True to Judd’s vision and rejection of European illusionism, the space is a reflection of his concept that the work should represent itself. From the books in his library, bottles of liquor, and fine works of Dan Flavin and Frank Stella, the foundation has taken every measure to keep the SoHo museum frozen in 1994 when it was last inhabited. The five floors each tell an intimate story, from the lecture space on the first floor to the simple beauty of Judd’s fifth-floor open-concept bedroom lined with fluorescent tubes. Visitors enter an intimate space once inhabited by the artist, who never knew it would eventually become his last work of art.

The former residence and studio isn’t just the last purely unadulterated industrial building on the block, it’s also Judd’s finest work—intentional or not. Every object inside the building breaks out of the traditional rectangles of two-dimensional art, expands from the confines of gallery walls, and even defies the grid known as Manhattan itself. Judd wasn’t interested in temporary installations or juxtaposing a sculpture somewhere to be critiqued, cataloged, and removed. He wanted to create permanent spaces that were the art.

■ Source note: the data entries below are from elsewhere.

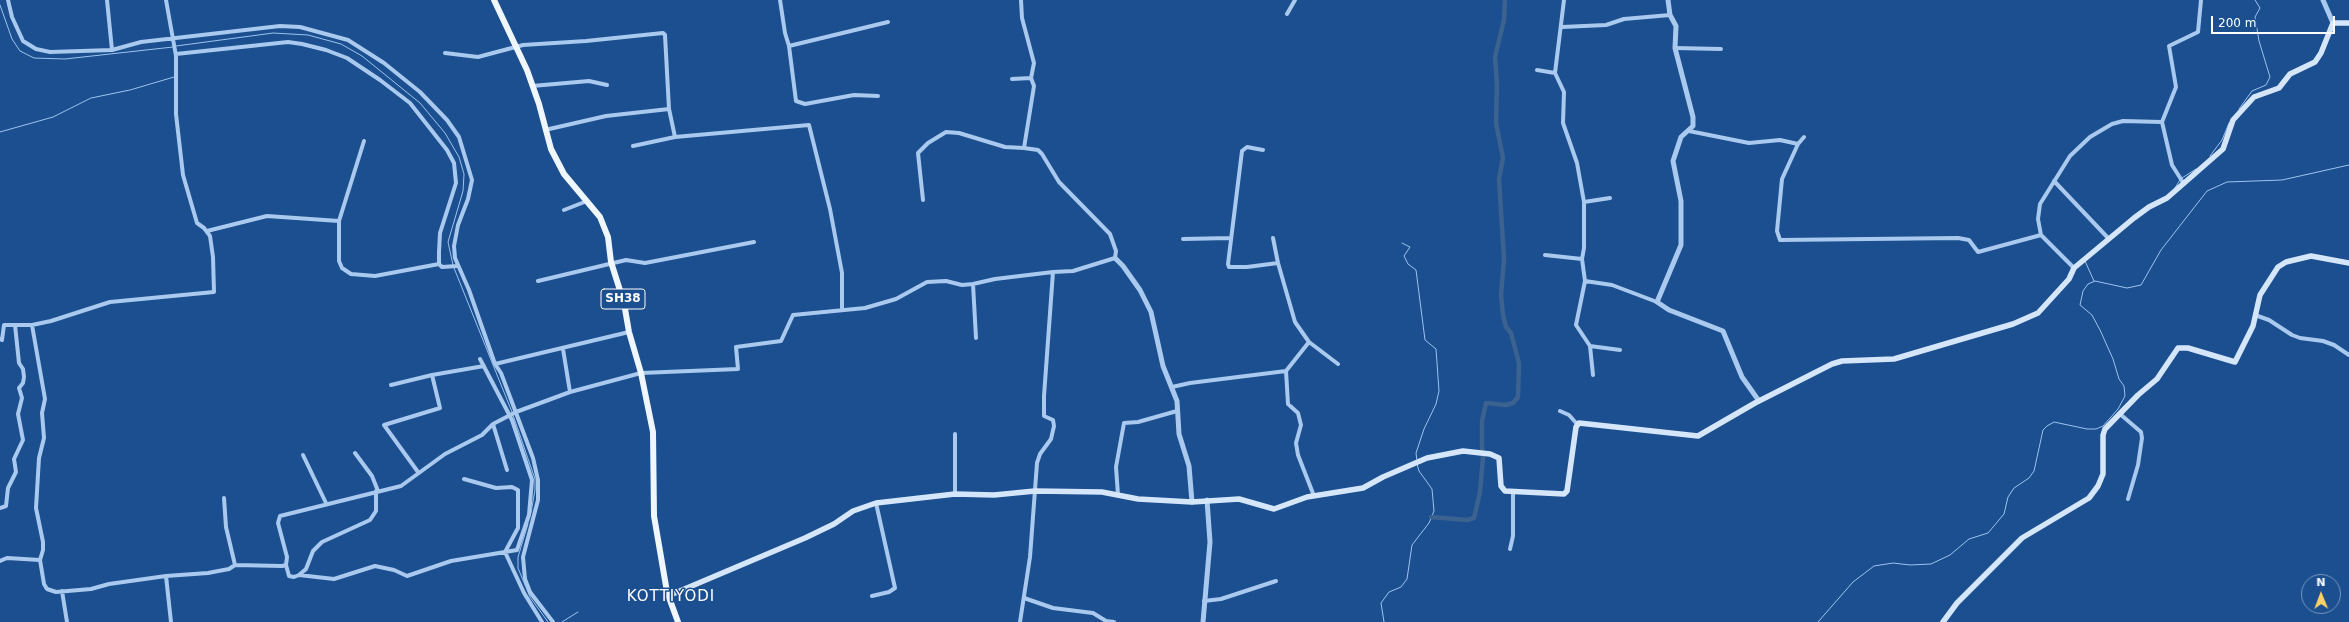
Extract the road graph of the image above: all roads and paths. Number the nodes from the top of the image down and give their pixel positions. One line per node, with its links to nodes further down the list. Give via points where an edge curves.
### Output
1 (8, 0): 23 (street, via 12,17 23,41 36,49 50,52)
2 (107, 0): 23 (street)
3 (166, 0): 18 (street)
4 (494, 0): 20 (main road, SH38)
5 (780, 0): 19 (street)
6 (1021, 0): 28 (street, via 1022,18 1034,63)
7 (1295, 0): 12 (street)
8 (1564, 0): 17 (street)
9 (1668, 0): 13 (street)
10 (2201, 0): 34 (street, via 2198,32 2169,46 2176,87)
11 (2324, 0): 15 (street)
12 (1287, 14)
13 (1670, 15): 17 (street, via 1624,19 1606,25); 21 (street, via 1676,26)
14 (888, 22): 19 (street)
15 (2333, 23): 16 (main road); 45 (main road, via 2315,62 2290,74 2279,88 2254,97 2233,120 2223,149)
16 (2349, 23)
17 (1562, 27): 27 (street)
18 (174, 41): 23 (street, via 141,42); 25 (street); 66 (street, via 280,26 300,27 348,40 384,63 420,92 447,120 459,137 472,180 454,246)
19 (789, 46): 32 (street, via 796,101 805,104 854,95)
20 (517, 48): 24 (street, via 478,57); 31 (main road, SH38); 33 (street, via 522,45 663,33)
21 (1675, 48): 22 (street); 36 (street, via 1693,117 1693,126)
22 (1720, 49)
23 (112, 50)
24 (445, 53)
25 (176, 54): 52 (street, via 176,114 183,175 197,223); 65 (street, via 288,42 302,44 347,58 410,103 447,150 454,163 456,183 440,233)
26 (1537, 70): 27 (street)
27 (1555, 73): 49 (street, via 1564,92 1563,124 1577,163)
28 (1031, 78): 29 (street); 42 (street, via 1034,86)
29 (1012, 79)
30 (607, 85): 31 (street, via 589,81)
31 (532, 86): 35 (main road, SH38)
32 (878, 96)
33 (669, 109): 35 (street, via 606,116); 37 (street)
34 (2162, 122): 44 (street, via 2122,121 2112,124 2090,138 2070,156); 45 (street, via 2172,165)
35 (545, 130): 48 (main road, SH38, via 550,149 564,174)
36 (1689, 131): 40 (street, via 1749,143 1780,140); 72 (street, via 1678,142 1673,161 1680,201 1681,245)
37 (675, 137): 41 (street); 73 (street, via 809,125 830,209 839,259)
38 (1804, 137): 40 (street)
39 (364, 141): 51 (street)
40 (1798, 144): 53 (street, via 1782,179 1777,231 1780,240 1958,238 1969,240 1978,252)
41 (633, 146)
42 (1024, 148): 47 (street, via 1005,147 959,133 946,132 928,142 918,153); 60 (street, via 1038,150 1042,154 1059,182 1110,234 1116,251)
43 (1263, 150): 54 (street, via 1247,147 1242,152)
44 (2054, 181): 53 (street, via 2040,204 2038,219); 57 (street)
45 (2184, 184): 57 (main road, via 2167,198 2134,218)
46 (1610, 198): 49 (street)
47 (923, 200)
48 (587, 201): 50 (street); 62 (main road, SH38, via 600,217 608,237)
49 (1584, 202): 61 (street)
50 (564, 210)
51 (339, 220): 52 (street, via 268,216); 65 (street, via 339,261 342,268 351,274 375,276)
52 (207, 231): 76 (street, via 213,257 214,292 110,302)
53 (2041, 235): 67 (street)
54 (1230, 238): 56 (street); 63 (street, via 1228,267)
55 (1273, 238): 63 (street)
56 (1183, 239)
57 (2109, 239): 67 (main road)
58 (754, 242): 62 (street, via 645,263 626,260)
59 (1545, 255): 61 (street)
60 (1115, 258): 68 (street, via 1073,272); 94 (street, via 1140,290 1151,312 1164,366)
61 (1582, 259): 69 (street)
62 (611, 263): 70 (street); 77 (main road, SH38, via 624,303)
63 (1278, 263): 80 (street, via 1295,322)
64 (2349, 263): 74 (main road, via 2311,256 2283,264 2278,267 2260,295)
65 (439, 264): 66 (street, via 446,267)
66 (456, 266): 86 (street, via 482,323)
67 (2074, 268): 96 (main road, via 2069,279 2038,313 2013,324 1894,359 1842,361 1832,364)
68 (1053, 272): 71 (street); 111 (street, via 1044,416 1053,420 1054,426 1051,439 1037,463)
69 (1585, 280): 72 (street, via 1612,285); 81 (street, via 1576,324)
70 (538, 281)
71 (973, 284): 73 (street, via 927,282 896,299 865,308); 78 (street)
72 (1657, 302): 96 (street, via 1669,310 1723,331 1742,377)
73 (842, 308): 90 (street, via 793,315 781,341 736,347 738,369)
74 (2256, 315): 84 (street, via 2292,335 2323,341); 100 (main road, via 2237,360 2230,362 2184,347 2178,348 2157,379)
75 (15, 325): 76 (street); 79 (street, via 4,326 2,340); 122 (street, via 18,363 23,369 24,377 19,388 22,398 18,414 23,440 14,459 16,472 8,488 6,506)
76 (32, 325): 126 (street, via 45,399 42,413 44,438 36,488 37,524 43,542)
77 (629, 332): 82 (street); 90 (main road, SH38)
78 (976, 338)
79 (0, 339)
80 (1309, 342): 87 (street); 89 (street)
81 (1590, 346): 83 (street); 92 (street)
82 (563, 349): 86 (street); 95 (street)
83 (1620, 350)
84 (2349, 355)
85 (480, 359): 88 (street)
86 (495, 364): 99 (street)
87 (1338, 364)
88 (484, 366): 91 (street); 101 (street)
89 (1286, 371): 94 (street); 115 (street, via 1288,404 1298,413 1301,425 1296,442 1298,455)
90 (641, 373): 95 (street); 133 (main road, SH38, via 653,438 654,516)
91 (432, 375): 93 (street); 108 (street, via 440,408 384,425)
92 (1593, 375)
93 (391, 385)
94 (1172, 387): 97 (street, via 1177,401)
95 (570, 392): 99 (street)
96 (1759, 401): 103 (main road, via 1698,436)
97 (1177, 411): 114 (street, via 1138,422 1124,423 1116,466); 119 (street, via 1179,434 1189,466)
98 (1560, 411): 103 (street, via 1569,415)
99 (516, 412): 101 (street); 140 (street, via 538,480 538,500 523,557 526,579 530,592)
100 (2120, 414): 117 (street, via 2141,432 2142,438 2138,465); 145 (main road, via 2105,429 2103,474 2098,486 2088,498 2022,538 1957,603)
101 (510, 416): 102 (street); 124 (street, via 530,470 531,498 517,550)
102 (493, 424): 107 (street); 108 (street, via 482,435 445,454)
103 (1577, 424): 112 (main road, via 1564,494)
104 (955, 434): 113 (street)
105 (355, 453): 110 (street, via 372,476)
106 (303, 456): 120 (street)
107 (508, 470)
108 (418, 472): 110 (street, via 401,486)
109 (464, 479): 124 (street, via 496,488 512,487 518,490 518,528)
110 (377, 491): 120 (street); 129 (street, via 376,511 370,520 322,542 313,551 306,569)
111 (1035, 491): 113 (main road); 114 (main road, via 1102,492); 135 (street)
112 (1513, 493): 115 (main road, via 1502,489 1501,461 1496,456 1463,451 1417,462 1363,488); 123 (street, via 1513,536)
113 (955, 494): 121 (main road)
114 (1118, 495): 119 (main road, via 1138,499)
115 (1314, 496): 118 (main road, via 1274,509 1239,499)
116 (224, 498): 127 (street, via 226,528)
117 (2128, 499)
118 (1207, 500): 119 (main road); 136 (street, via 1210,542)
119 (1192, 502)
120 (326, 503): 128 (street, via 290,512 278,518 287,557)
121 (876, 503): 133 (main road, via 853,511 834,524 805,538); 134 (street, via 895,588)
122 (0, 508)
123 (1510, 549)
124 (505, 552): 129 (street, via 451,561 407,576 375,566 334,579); 139 (street, via 524,593)
125 (0, 560): 126 (street)
126 (40, 560): 132 (street, via 47,589)
127 (235, 565): 128 (street); 130 (street, via 213,572)
128 (286, 565): 129 (street, via 289,576)
129 (299, 575)
130 (166, 576): 132 (street, via 91,589); 138 (street)
131 (1276, 581): 136 (street, via 1221,599)
132 (62, 591): 137 (street)
133 (668, 596): 141 (main road, SH38)
134 (872, 596)
135 (1024, 598): 142 (street); 143 (street, via 1053,608 1093,613 1106,621)
136 (1204, 601): 144 (street)
137 (67, 622)
138 (171, 622)
139 (542, 622)
140 (553, 622)
141 (678, 622)
142 (1020, 622)
143 (1114, 622)
144 (1203, 622)
145 (1943, 622)

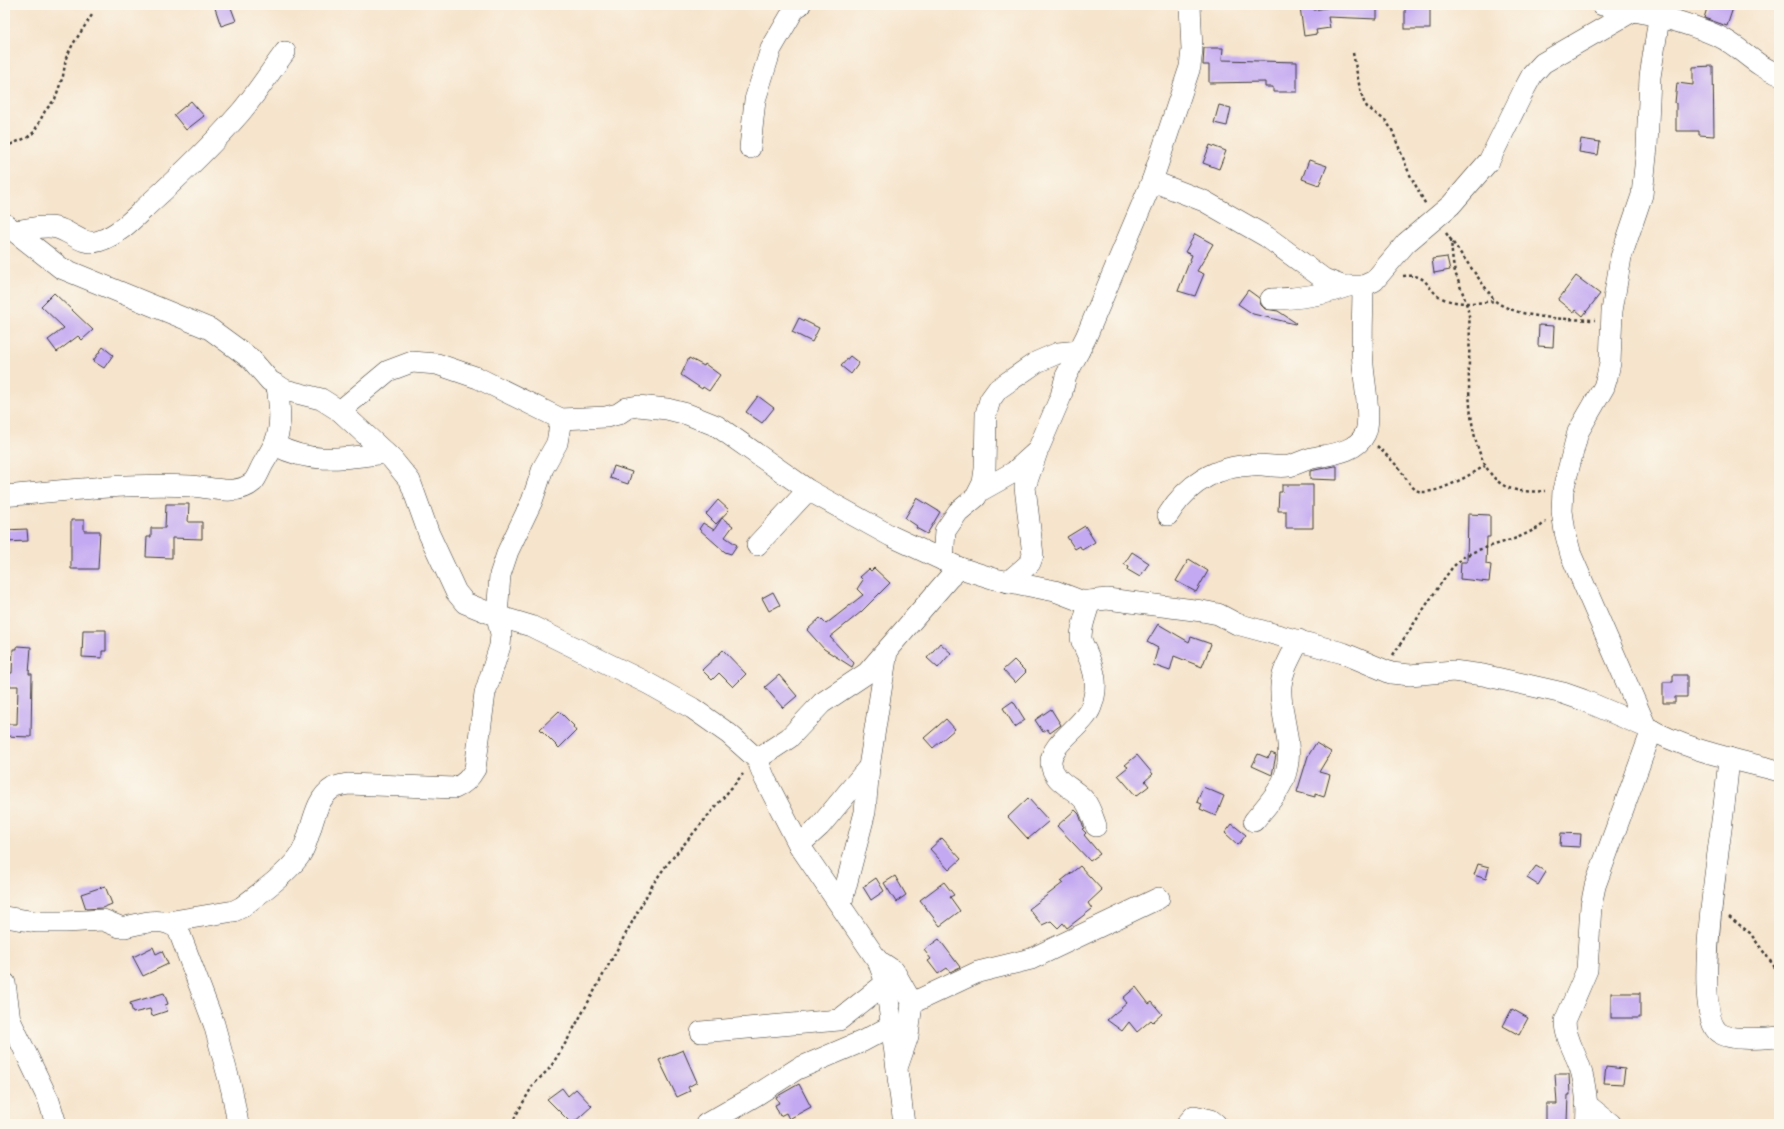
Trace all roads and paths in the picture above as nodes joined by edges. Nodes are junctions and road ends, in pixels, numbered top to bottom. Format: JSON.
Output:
{"nodes":[{"id":1,"x":800,"y":5,"type":"edge"},
{"id":2,"x":1190,"y":5,"type":"edge"},
{"id":3,"x":1602,"y":5,"type":"edge"},
{"id":4,"x":1633,"y":11,"type":"junction"},
{"id":5,"x":1660,"y":11,"type":"edge"},
{"id":6,"x":92,"y":15,"type":"dead end"},
{"id":7,"x":285,"y":52,"type":"dead end"},
{"id":8,"x":1779,"y":74,"type":"edge"},
{"id":9,"x":5,"y":147,"type":"edge"},
{"id":10,"x":750,"y":148,"type":"dead end"},
{"id":11,"x":1152,"y":181,"type":"junction"},
{"id":12,"x":10,"y":227,"type":"edge"},
{"id":13,"x":1451,"y":239,"type":"dead end"},
{"id":14,"x":1362,"y":284,"type":"junction"},
{"id":15,"x":1271,"y":299,"type":"dead end"},
{"id":16,"x":1495,"y":301,"type":"dead end"},
{"id":17,"x":1466,"y":302,"type":"junction"},
{"id":18,"x":1079,"y":351,"type":"junction"},
{"id":19,"x":277,"y":385,"type":"junction"},
{"id":20,"x":340,"y":411,"type":"junction"},
{"id":21,"x":560,"y":419,"type":"junction"},
{"id":22,"x":1365,"y":434,"type":"junction"},
{"id":23,"x":275,"y":445,"type":"junction"},
{"id":24,"x":1037,"y":452,"type":"junction"},
{"id":25,"x":385,"y":453,"type":"junction"},
{"id":26,"x":1485,"y":466,"type":"junction"},
{"id":27,"x":808,"y":490,"type":"junction"},
{"id":28,"x":1563,"y":490,"type":"junction"},
{"id":29,"x":980,"y":491,"type":"junction"},
{"id":30,"x":5,"y":496,"type":"edge"},
{"id":31,"x":1562,"y":511,"type":"junction"},
{"id":32,"x":1168,"y":515,"type":"dead end"},
{"id":33,"x":757,"y":545,"type":"dead end"},
{"id":34,"x":952,"y":564,"type":"junction"},
{"id":35,"x":1008,"y":582,"type":"junction"},
{"id":36,"x":1090,"y":602,"type":"junction"},
{"id":37,"x":497,"y":616,"type":"junction"},
{"id":38,"x":1299,"y":640,"type":"junction"},
{"id":39,"x":887,"y":652,"type":"junction"},
{"id":40,"x":1384,"y":671,"type":"junction"},
{"id":41,"x":1649,"y":728,"type":"junction"},
{"id":42,"x":1729,"y":758,"type":"junction"},
{"id":43,"x":757,"y":759,"type":"junction"},
{"id":44,"x":869,"y":767,"type":"junction"},
{"id":45,"x":1779,"y":771,"type":"edge"},
{"id":46,"x":1254,"y":821,"type":"dead end"},
{"id":47,"x":1096,"y":826,"type":"dead end"},
{"id":48,"x":799,"y":845,"type":"junction"},
{"id":49,"x":1159,"y":898,"type":"dead end"},
{"id":50,"x":1712,"y":898,"type":"junction"},
{"id":51,"x":842,"y":905,"type":"junction"},
{"id":52,"x":5,"y":917,"type":"edge"},
{"id":53,"x":167,"y":922,"type":"junction"},
{"id":54,"x":878,"y":961,"type":"junction"},
{"id":55,"x":1779,"y":974,"type":"edge"},
{"id":56,"x":5,"y":983,"type":"edge"},
{"id":57,"x":886,"y":983,"type":"junction"},
{"id":58,"x":912,"y":1003,"type":"junction"},
{"id":59,"x":891,"y":1026,"type":"junction"},
{"id":60,"x":701,"y":1032,"type":"dead end"},
{"id":61,"x":1779,"y":1037,"type":"edge"},
{"id":62,"x":897,"y":1068,"type":"junction"},
{"id":63,"x":1586,"y":1114,"type":"edge"},
{"id":64,"x":56,"y":1124,"type":"edge"},
{"id":65,"x":238,"y":1124,"type":"edge"},
{"id":66,"x":512,"y":1124,"type":"edge"},
{"id":67,"x":706,"y":1124,"type":"edge"},
{"id":68,"x":904,"y":1124,"type":"edge"},
{"id":69,"x":1187,"y":1124,"type":"edge"},
{"id":70,"x":1216,"y":1124,"type":"edge"},
{"id":71,"x":1611,"y":1124,"type":"edge"}],
"edges":[{"from":1,"to":10,"type":"street"},
{"from":2,"to":11,"type":"street"},
{"from":3,"to":4,"type":"street"},
{"from":4,"to":5,"type":"street"},
{"from":4,"to":14,"type":"street"},
{"from":5,"to":8,"type":"street"},
{"from":5,"to":28,"type":"street"},
{"from":6,"to":9,"type":"path"},
{"from":7,"to":12,"type":"street"},
{"from":11,"to":14,"type":"street"},
{"from":11,"to":18,"type":"street"},
{"from":12,"to":19,"type":"street"},
{"from":13,"to":17,"type":"path"},
{"from":14,"to":15,"type":"street"},
{"from":14,"to":17,"type":"path"},
{"from":14,"to":22,"type":"street"},
{"from":16,"to":17,"type":"path"},
{"from":17,"to":26,"type":"path"},
{"from":18,"to":24,"type":"street"},
{"from":18,"to":29,"type":"street"},
{"from":19,"to":20,"type":"street"},
{"from":19,"to":23,"type":"street"},
{"from":20,"to":21,"type":"street"},
{"from":20,"to":25,"type":"street"},
{"from":21,"to":27,"type":"street"},
{"from":21,"to":37,"type":"street"},
{"from":22,"to":26,"type":"path"},
{"from":22,"to":32,"type":"street"},
{"from":23,"to":25,"type":"street"},
{"from":23,"to":30,"type":"street"},
{"from":24,"to":29,"type":"street"},
{"from":24,"to":35,"type":"street"},
{"from":25,"to":37,"type":"street"},
{"from":26,"to":28,"type":"path"},
{"from":27,"to":33,"type":"street"},
{"from":27,"to":34,"type":"street"},
{"from":28,"to":31,"type":"street"},
{"from":29,"to":34,"type":"street"},
{"from":31,"to":40,"type":"path"},
{"from":31,"to":41,"type":"street"},
{"from":34,"to":35,"type":"street"},
{"from":34,"to":39,"type":"street"},
{"from":35,"to":36,"type":"street"},
{"from":36,"to":38,"type":"street"},
{"from":36,"to":47,"type":"street"},
{"from":37,"to":43,"type":"street"},
{"from":37,"to":53,"type":"street"},
{"from":38,"to":40,"type":"street"},
{"from":38,"to":46,"type":"street"},
{"from":39,"to":43,"type":"street"},
{"from":39,"to":44,"type":"street"},
{"from":40,"to":41,"type":"street"},
{"from":41,"to":42,"type":"street"},
{"from":41,"to":63,"type":"street"},
{"from":42,"to":45,"type":"street"},
{"from":42,"to":50,"type":"street"},
{"from":43,"to":48,"type":"street"},
{"from":43,"to":66,"type":"path"},
{"from":44,"to":48,"type":"street"},
{"from":44,"to":51,"type":"street"},
{"from":48,"to":51,"type":"street"},
{"from":49,"to":58,"type":"street"},
{"from":50,"to":55,"type":"path"},
{"from":50,"to":61,"type":"street"},
{"from":51,"to":54,"type":"street"},
{"from":52,"to":53,"type":"street"},
{"from":53,"to":65,"type":"street"},
{"from":54,"to":57,"type":"street"},
{"from":54,"to":58,"type":"street"},
{"from":56,"to":64,"type":"street"},
{"from":57,"to":59,"type":"street"},
{"from":57,"to":60,"type":"street"},
{"from":58,"to":62,"type":"street"},
{"from":59,"to":62,"type":"street"},
{"from":59,"to":67,"type":"street"},
{"from":62,"to":68,"type":"street"},
{"from":63,"to":71,"type":"street"},
{"from":69,"to":70,"type":"street"}]}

Currently, Donald Judd: Paintings 1960-1961 will be on display on the ground floor of 101 Spring Street through December. The nine untitled works in the exhibition reflect Judd’s preoccupation with the possibility of creating non-illusionistic space in two dimensions and display his experimental approach with a variety of techniques and materials including found objects, wax, and sand. Curated by Judd’s son, Flavin, the exhibition will be accompanied by public programs looking at Judd’s painting practice.